Task => From top to bottom, each entry below must be reproduced exactly.

[[ Data provided open ]]

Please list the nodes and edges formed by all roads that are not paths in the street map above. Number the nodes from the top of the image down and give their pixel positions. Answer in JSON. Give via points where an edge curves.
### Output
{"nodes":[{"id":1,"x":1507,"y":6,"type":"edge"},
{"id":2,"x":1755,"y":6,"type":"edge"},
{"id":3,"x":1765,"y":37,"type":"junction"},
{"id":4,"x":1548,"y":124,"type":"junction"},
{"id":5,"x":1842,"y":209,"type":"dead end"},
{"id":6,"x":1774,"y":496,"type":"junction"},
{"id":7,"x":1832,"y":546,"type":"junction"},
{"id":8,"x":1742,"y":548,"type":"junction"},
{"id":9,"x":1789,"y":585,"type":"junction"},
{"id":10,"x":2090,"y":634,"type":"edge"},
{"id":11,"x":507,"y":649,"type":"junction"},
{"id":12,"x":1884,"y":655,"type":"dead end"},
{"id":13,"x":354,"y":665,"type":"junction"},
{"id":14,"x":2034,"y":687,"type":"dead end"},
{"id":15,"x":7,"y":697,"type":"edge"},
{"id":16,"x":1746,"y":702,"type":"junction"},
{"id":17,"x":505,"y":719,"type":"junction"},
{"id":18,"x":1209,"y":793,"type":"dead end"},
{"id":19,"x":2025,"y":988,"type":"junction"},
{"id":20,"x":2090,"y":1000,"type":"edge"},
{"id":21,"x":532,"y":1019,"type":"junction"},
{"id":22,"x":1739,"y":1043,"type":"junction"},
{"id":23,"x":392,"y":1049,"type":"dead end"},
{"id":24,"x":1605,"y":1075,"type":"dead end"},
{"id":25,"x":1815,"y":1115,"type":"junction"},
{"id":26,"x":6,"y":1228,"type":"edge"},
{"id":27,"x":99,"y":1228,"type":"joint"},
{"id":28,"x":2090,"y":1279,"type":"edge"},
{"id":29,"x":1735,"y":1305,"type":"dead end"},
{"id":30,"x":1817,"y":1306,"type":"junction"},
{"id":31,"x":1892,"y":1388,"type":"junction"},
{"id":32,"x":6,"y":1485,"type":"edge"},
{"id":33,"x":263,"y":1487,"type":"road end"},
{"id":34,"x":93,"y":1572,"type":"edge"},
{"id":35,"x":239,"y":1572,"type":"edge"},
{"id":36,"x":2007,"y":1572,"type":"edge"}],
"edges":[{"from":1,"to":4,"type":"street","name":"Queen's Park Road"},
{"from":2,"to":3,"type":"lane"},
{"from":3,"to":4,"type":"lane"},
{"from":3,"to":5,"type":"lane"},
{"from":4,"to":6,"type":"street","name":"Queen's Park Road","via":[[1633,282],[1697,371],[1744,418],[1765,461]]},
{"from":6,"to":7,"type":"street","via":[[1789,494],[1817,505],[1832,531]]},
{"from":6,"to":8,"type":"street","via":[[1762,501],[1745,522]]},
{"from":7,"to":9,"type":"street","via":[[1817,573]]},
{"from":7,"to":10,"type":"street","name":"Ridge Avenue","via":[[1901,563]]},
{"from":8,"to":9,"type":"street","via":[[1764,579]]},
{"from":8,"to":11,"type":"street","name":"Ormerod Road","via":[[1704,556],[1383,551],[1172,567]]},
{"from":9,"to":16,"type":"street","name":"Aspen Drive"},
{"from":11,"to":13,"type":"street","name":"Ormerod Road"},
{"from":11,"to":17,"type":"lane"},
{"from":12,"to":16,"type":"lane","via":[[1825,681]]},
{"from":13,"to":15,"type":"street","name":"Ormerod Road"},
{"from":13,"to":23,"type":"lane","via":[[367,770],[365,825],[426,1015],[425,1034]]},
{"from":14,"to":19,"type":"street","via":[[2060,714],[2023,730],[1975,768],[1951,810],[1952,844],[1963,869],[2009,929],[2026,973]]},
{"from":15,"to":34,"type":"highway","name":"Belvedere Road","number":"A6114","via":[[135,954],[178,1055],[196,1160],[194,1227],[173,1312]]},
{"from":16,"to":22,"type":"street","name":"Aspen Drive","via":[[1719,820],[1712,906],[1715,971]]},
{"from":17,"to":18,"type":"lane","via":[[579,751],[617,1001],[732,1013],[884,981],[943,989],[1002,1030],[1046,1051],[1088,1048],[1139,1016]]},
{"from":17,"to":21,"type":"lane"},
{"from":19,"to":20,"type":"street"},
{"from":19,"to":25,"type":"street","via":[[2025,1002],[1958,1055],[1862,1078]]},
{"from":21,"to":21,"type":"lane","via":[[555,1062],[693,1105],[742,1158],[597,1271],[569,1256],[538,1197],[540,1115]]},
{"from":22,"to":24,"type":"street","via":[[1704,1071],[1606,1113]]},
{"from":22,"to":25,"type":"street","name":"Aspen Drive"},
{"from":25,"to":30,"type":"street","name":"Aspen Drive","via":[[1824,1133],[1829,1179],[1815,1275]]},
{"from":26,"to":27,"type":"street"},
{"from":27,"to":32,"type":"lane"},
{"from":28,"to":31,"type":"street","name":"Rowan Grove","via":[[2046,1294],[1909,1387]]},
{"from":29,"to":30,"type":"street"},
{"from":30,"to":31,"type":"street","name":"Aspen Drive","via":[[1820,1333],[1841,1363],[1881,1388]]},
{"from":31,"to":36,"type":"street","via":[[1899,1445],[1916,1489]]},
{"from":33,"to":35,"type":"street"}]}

[[ Data provided closed ]]

Answer section =>
Please list the nodes and edges formed by all roads that are not paths in the street map above. Number the nodes from the top of the image down and give their pixel positions. Answer in JSON. Give via points where an edge curves.
### Output
{"nodes":[{"id":1,"x":1507,"y":6,"type":"edge"},
{"id":2,"x":1755,"y":6,"type":"edge"},
{"id":3,"x":1765,"y":37,"type":"junction"},
{"id":4,"x":1548,"y":124,"type":"junction"},
{"id":5,"x":1842,"y":209,"type":"dead end"},
{"id":6,"x":1774,"y":496,"type":"junction"},
{"id":7,"x":1832,"y":546,"type":"junction"},
{"id":8,"x":1742,"y":548,"type":"junction"},
{"id":9,"x":1789,"y":585,"type":"junction"},
{"id":10,"x":2090,"y":634,"type":"edge"},
{"id":11,"x":507,"y":649,"type":"junction"},
{"id":12,"x":1884,"y":655,"type":"dead end"},
{"id":13,"x":354,"y":665,"type":"junction"},
{"id":14,"x":2034,"y":687,"type":"dead end"},
{"id":15,"x":7,"y":697,"type":"edge"},
{"id":16,"x":1746,"y":702,"type":"junction"},
{"id":17,"x":505,"y":719,"type":"junction"},
{"id":18,"x":1209,"y":793,"type":"dead end"},
{"id":19,"x":2025,"y":988,"type":"junction"},
{"id":20,"x":2090,"y":1000,"type":"edge"},
{"id":21,"x":532,"y":1019,"type":"junction"},
{"id":22,"x":1739,"y":1043,"type":"junction"},
{"id":23,"x":392,"y":1049,"type":"dead end"},
{"id":24,"x":1605,"y":1075,"type":"dead end"},
{"id":25,"x":1815,"y":1115,"type":"junction"},
{"id":26,"x":6,"y":1228,"type":"edge"},
{"id":27,"x":99,"y":1228,"type":"joint"},
{"id":28,"x":2090,"y":1279,"type":"edge"},
{"id":29,"x":1735,"y":1305,"type":"dead end"},
{"id":30,"x":1817,"y":1306,"type":"junction"},
{"id":31,"x":1892,"y":1388,"type":"junction"},
{"id":32,"x":6,"y":1485,"type":"edge"},
{"id":33,"x":263,"y":1487,"type":"road end"},
{"id":34,"x":93,"y":1572,"type":"edge"},
{"id":35,"x":239,"y":1572,"type":"edge"},
{"id":36,"x":2007,"y":1572,"type":"edge"}],
"edges":[{"from":1,"to":4,"type":"street","name":"Queen's Park Road"},
{"from":2,"to":3,"type":"lane"},
{"from":3,"to":4,"type":"lane"},
{"from":3,"to":5,"type":"lane"},
{"from":4,"to":6,"type":"street","name":"Queen's Park Road","via":[[1633,282],[1697,371],[1744,418],[1765,461]]},
{"from":6,"to":7,"type":"street","via":[[1789,494],[1817,505],[1832,531]]},
{"from":6,"to":8,"type":"street","via":[[1762,501],[1745,522]]},
{"from":7,"to":9,"type":"street","via":[[1817,573]]},
{"from":7,"to":10,"type":"street","name":"Ridge Avenue","via":[[1901,563]]},
{"from":8,"to":9,"type":"street","via":[[1764,579]]},
{"from":8,"to":11,"type":"street","name":"Ormerod Road","via":[[1704,556],[1383,551],[1172,567]]},
{"from":9,"to":16,"type":"street","name":"Aspen Drive"},
{"from":11,"to":13,"type":"street","name":"Ormerod Road"},
{"from":11,"to":17,"type":"lane"},
{"from":12,"to":16,"type":"lane","via":[[1825,681]]},
{"from":13,"to":15,"type":"street","name":"Ormerod Road"},
{"from":13,"to":23,"type":"lane","via":[[367,770],[365,825],[426,1015],[425,1034]]},
{"from":14,"to":19,"type":"street","via":[[2060,714],[2023,730],[1975,768],[1951,810],[1952,844],[1963,869],[2009,929],[2026,973]]},
{"from":15,"to":34,"type":"highway","name":"Belvedere Road","number":"A6114","via":[[135,954],[178,1055],[196,1160],[194,1227],[173,1312]]},
{"from":16,"to":22,"type":"street","name":"Aspen Drive","via":[[1719,820],[1712,906],[1715,971]]},
{"from":17,"to":18,"type":"lane","via":[[579,751],[617,1001],[732,1013],[884,981],[943,989],[1002,1030],[1046,1051],[1088,1048],[1139,1016]]},
{"from":17,"to":21,"type":"lane"},
{"from":19,"to":20,"type":"street"},
{"from":19,"to":25,"type":"street","via":[[2025,1002],[1958,1055],[1862,1078]]},
{"from":21,"to":21,"type":"lane","via":[[555,1062],[693,1105],[742,1158],[597,1271],[569,1256],[538,1197],[540,1115]]},
{"from":22,"to":24,"type":"street","via":[[1704,1071],[1606,1113]]},
{"from":22,"to":25,"type":"street","name":"Aspen Drive"},
{"from":25,"to":30,"type":"street","name":"Aspen Drive","via":[[1824,1133],[1829,1179],[1815,1275]]},
{"from":26,"to":27,"type":"street"},
{"from":27,"to":32,"type":"lane"},
{"from":28,"to":31,"type":"street","name":"Rowan Grove","via":[[2046,1294],[1909,1387]]},
{"from":29,"to":30,"type":"street"},
{"from":30,"to":31,"type":"street","name":"Aspen Drive","via":[[1820,1333],[1841,1363],[1881,1388]]},
{"from":31,"to":36,"type":"street","via":[[1899,1445],[1916,1489]]},
{"from":33,"to":35,"type":"street"}]}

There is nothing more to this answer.